Smoke and mirrors? Try snow and mirrors.
That’s the foundation of the new art installation titled Mirage Gstaad from Los Angeles–based artist Doug Aitken, which opened over the weekend in the Alps of Switzerland. Set amid the snowy peaks and stunning white vistas of the Swiss mountains is a strange yet beautiful sight: a classic ranch-style home—covered entirely in mirrors. By reflecting the ranges that surround it, the Modernist abode is, in a way, invisible, which gives the piece its name. The installation is part of “Frequencies,” a series of site-specific works curated and presented by Neville Wakefield and Olympia Scarry.
The series is the third and latest version of Elevation 1049, a project that “features in situ works created out of the specifics of time and place and is comprised of works by international artists.”
According to Elevation 1049, the piece “uses the frequency of light to reflect the sublime Alpine lanscape as part of a continually changing encounter in which the land and sky, subject and object, inside and outside, are in constant flux.”
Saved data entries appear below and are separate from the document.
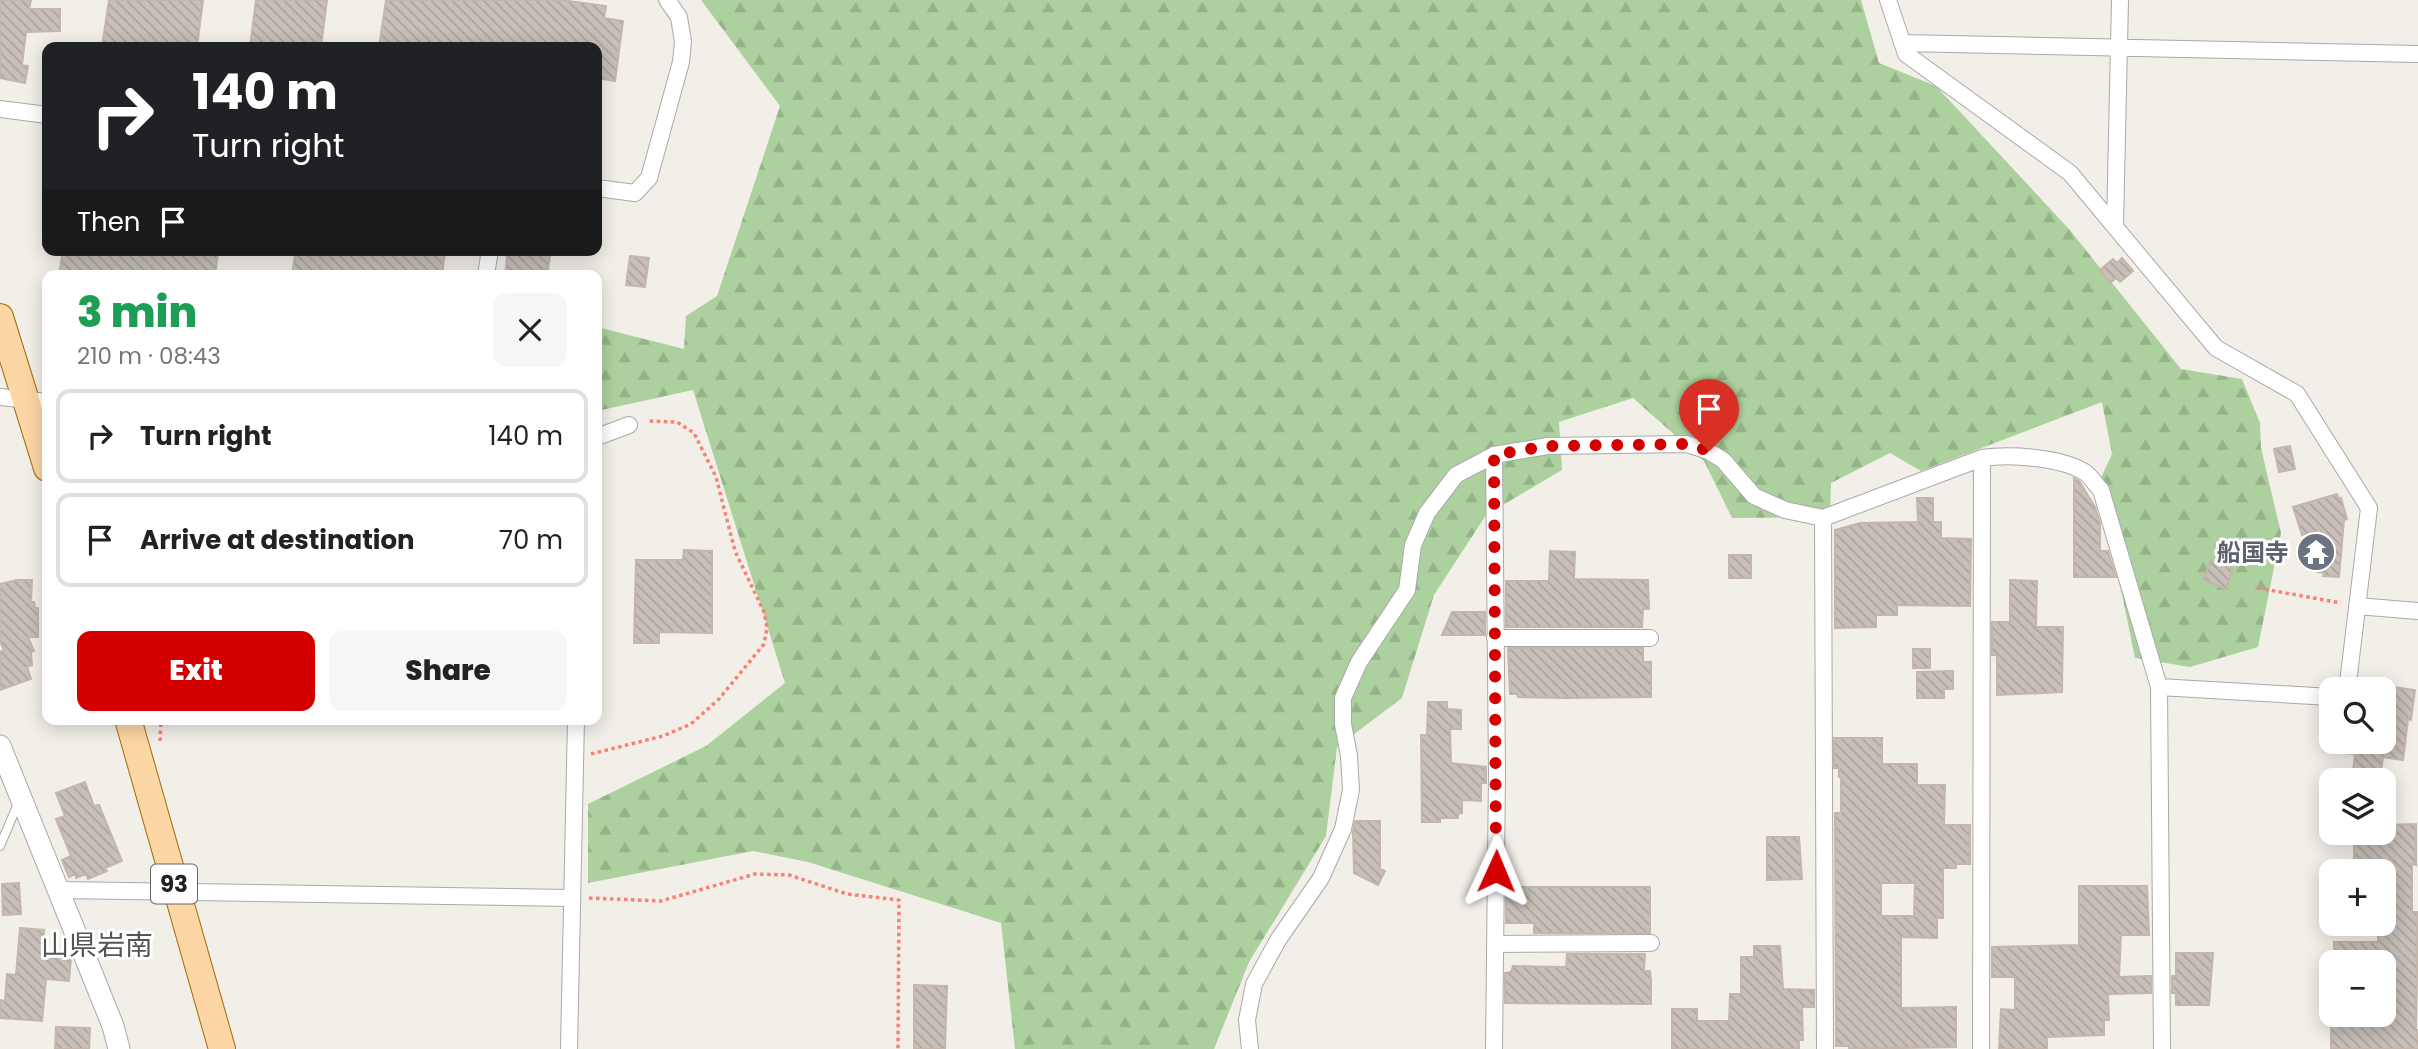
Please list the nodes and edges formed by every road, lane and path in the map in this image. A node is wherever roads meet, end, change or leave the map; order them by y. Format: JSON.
{"nodes":[{"id":1,"x":667,"y":0,"type":"edge"},
{"id":2,"x":1888,"y":0,"type":"edge"},
{"id":3,"x":2120,"y":0,"type":"edge"},
{"id":4,"x":1902,"y":43,"type":"junction"},
{"id":5,"x":2119,"y":48,"type":"junction"},
{"id":6,"x":2418,"y":54,"type":"edge"},
{"id":7,"x":0,"y":108,"type":"edge"},
{"id":8,"x":42,"y":114,"type":"edge"},
{"id":9,"x":602,"y":189,"type":"edge"},
{"id":10,"x":2115,"y":225,"type":"junction"},
{"id":11,"x":0,"y":317,"type":"edge"},
{"id":12,"x":24,"y":399,"type":"edge"},
{"id":13,"x":629,"y":425,"type":"joint"},
{"id":14,"x":602,"y":436,"type":"edge"},
{"id":15,"x":42,"y":453,"type":"edge"},
{"id":16,"x":1494,"y":455,"type":"junction"},
{"id":17,"x":1982,"y":458,"type":"junction"},
{"id":18,"x":1823,"y":517,"type":"junction"},
{"id":19,"x":2258,"y":588,"type":"dead end"},
{"id":20,"x":2357,"y":606,"type":"junction"},
{"id":21,"x":2418,"y":611,"type":"edge"},
{"id":22,"x":1495,"y":638,"type":"junction"},
{"id":23,"x":1650,"y":638,"type":"dead end"},
{"id":24,"x":2349,"y":677,"type":"edge"},
{"id":25,"x":2159,"y":687,"type":"junction"},
{"id":26,"x":2319,"y":696,"type":"edge"},
{"id":27,"x":130,"y":725,"type":"edge"},
{"id":28,"x":576,"y":725,"type":"edge"},
{"id":29,"x":0,"y":746,"type":"edge"},
{"id":30,"x":575,"y":757,"type":"junction"},
{"id":31,"x":20,"y":797,"type":"junction"},
{"id":32,"x":0,"y":846,"type":"edge"},
{"id":33,"x":59,"y":890,"type":"junction"},
{"id":34,"x":175,"y":891,"type":"junction"},
{"id":35,"x":571,"y":898,"type":"junction"},
{"id":36,"x":1651,"y":943,"type":"dead end"},
{"id":37,"x":1495,"y":944,"type":"junction"},
{"id":38,"x":119,"y":1049,"type":"edge"},
{"id":39,"x":222,"y":1049,"type":"edge"},
{"id":40,"x":569,"y":1049,"type":"edge"},
{"id":41,"x":898,"y":1049,"type":"edge"},
{"id":42,"x":1250,"y":1049,"type":"edge"},
{"id":43,"x":1494,"y":1049,"type":"edge"},
{"id":44,"x":1825,"y":1049,"type":"edge"},
{"id":45,"x":1981,"y":1049,"type":"edge"},
{"id":46,"x":2162,"y":1049,"type":"edge"}],
"edges":[{"from":1,"to":9,"type":"street"},
{"from":2,"to":4,"type":"street"},
{"from":3,"to":5,"type":"street"},
{"from":4,"to":5,"type":"street"},
{"from":4,"to":10,"type":"street"},
{"from":5,"to":6,"type":"street"},
{"from":5,"to":10,"type":"street"},
{"from":7,"to":8,"type":"street"},
{"from":10,"to":20,"type":"street"},
{"from":11,"to":12,"type":"main road"},
{"from":12,"to":15,"type":"main road"},
{"from":13,"to":14,"type":"street"},
{"from":13,"to":30,"type":"path"},
{"from":16,"to":18,"type":"street"},
{"from":16,"to":22,"type":"street"},
{"from":16,"to":42,"type":"street"},
{"from":17,"to":18,"type":"street"},
{"from":17,"to":25,"type":"street"},
{"from":17,"to":45,"type":"street"},
{"from":18,"to":44,"type":"street"},
{"from":19,"to":20,"type":"path"},
{"from":20,"to":21,"type":"street"},
{"from":20,"to":24,"type":"street"},
{"from":22,"to":23,"type":"street"},
{"from":22,"to":37,"type":"street"},
{"from":25,"to":26,"type":"street"},
{"from":25,"to":46,"type":"street"},
{"from":27,"to":34,"type":"main road","number":"93"},
{"from":28,"to":30,"type":"street"},
{"from":29,"to":31,"type":"street"},
{"from":30,"to":35,"type":"street"},
{"from":31,"to":32,"type":"lane"},
{"from":31,"to":33,"type":"street"},
{"from":33,"to":34,"type":"street"},
{"from":33,"to":38,"type":"street"},
{"from":34,"to":35,"type":"street"},
{"from":34,"to":39,"type":"main road","number":"93"},
{"from":35,"to":40,"type":"street"},
{"from":35,"to":41,"type":"path"},
{"from":36,"to":37,"type":"street"},
{"from":37,"to":43,"type":"street"}]}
Aitken took the classic architectural design of the 1920s and ’30s in Southern California, championed by the likes of Frank Lloyd Wright, and added mirrors. In doing so, the artist transformed the house into an elegant and otherworldly installation that is now open to enterprising visitors. They will be greeted by an interior made of refracting mirrors that gives the feeling of walking inside a kaleidoscope.
“Right now it’s completely minimal, removed of all color and definition. It’s a whiteout, covered in a blanket of snow,” Aitken told the design website Dezeen. “The viewer can come back to the piece as the seasons are changing, in fall in a storm or in the summer when it’s a green pasture. As our lives change, the artwork is shifting with us.”
Mirage Gstaad will be open through 2021.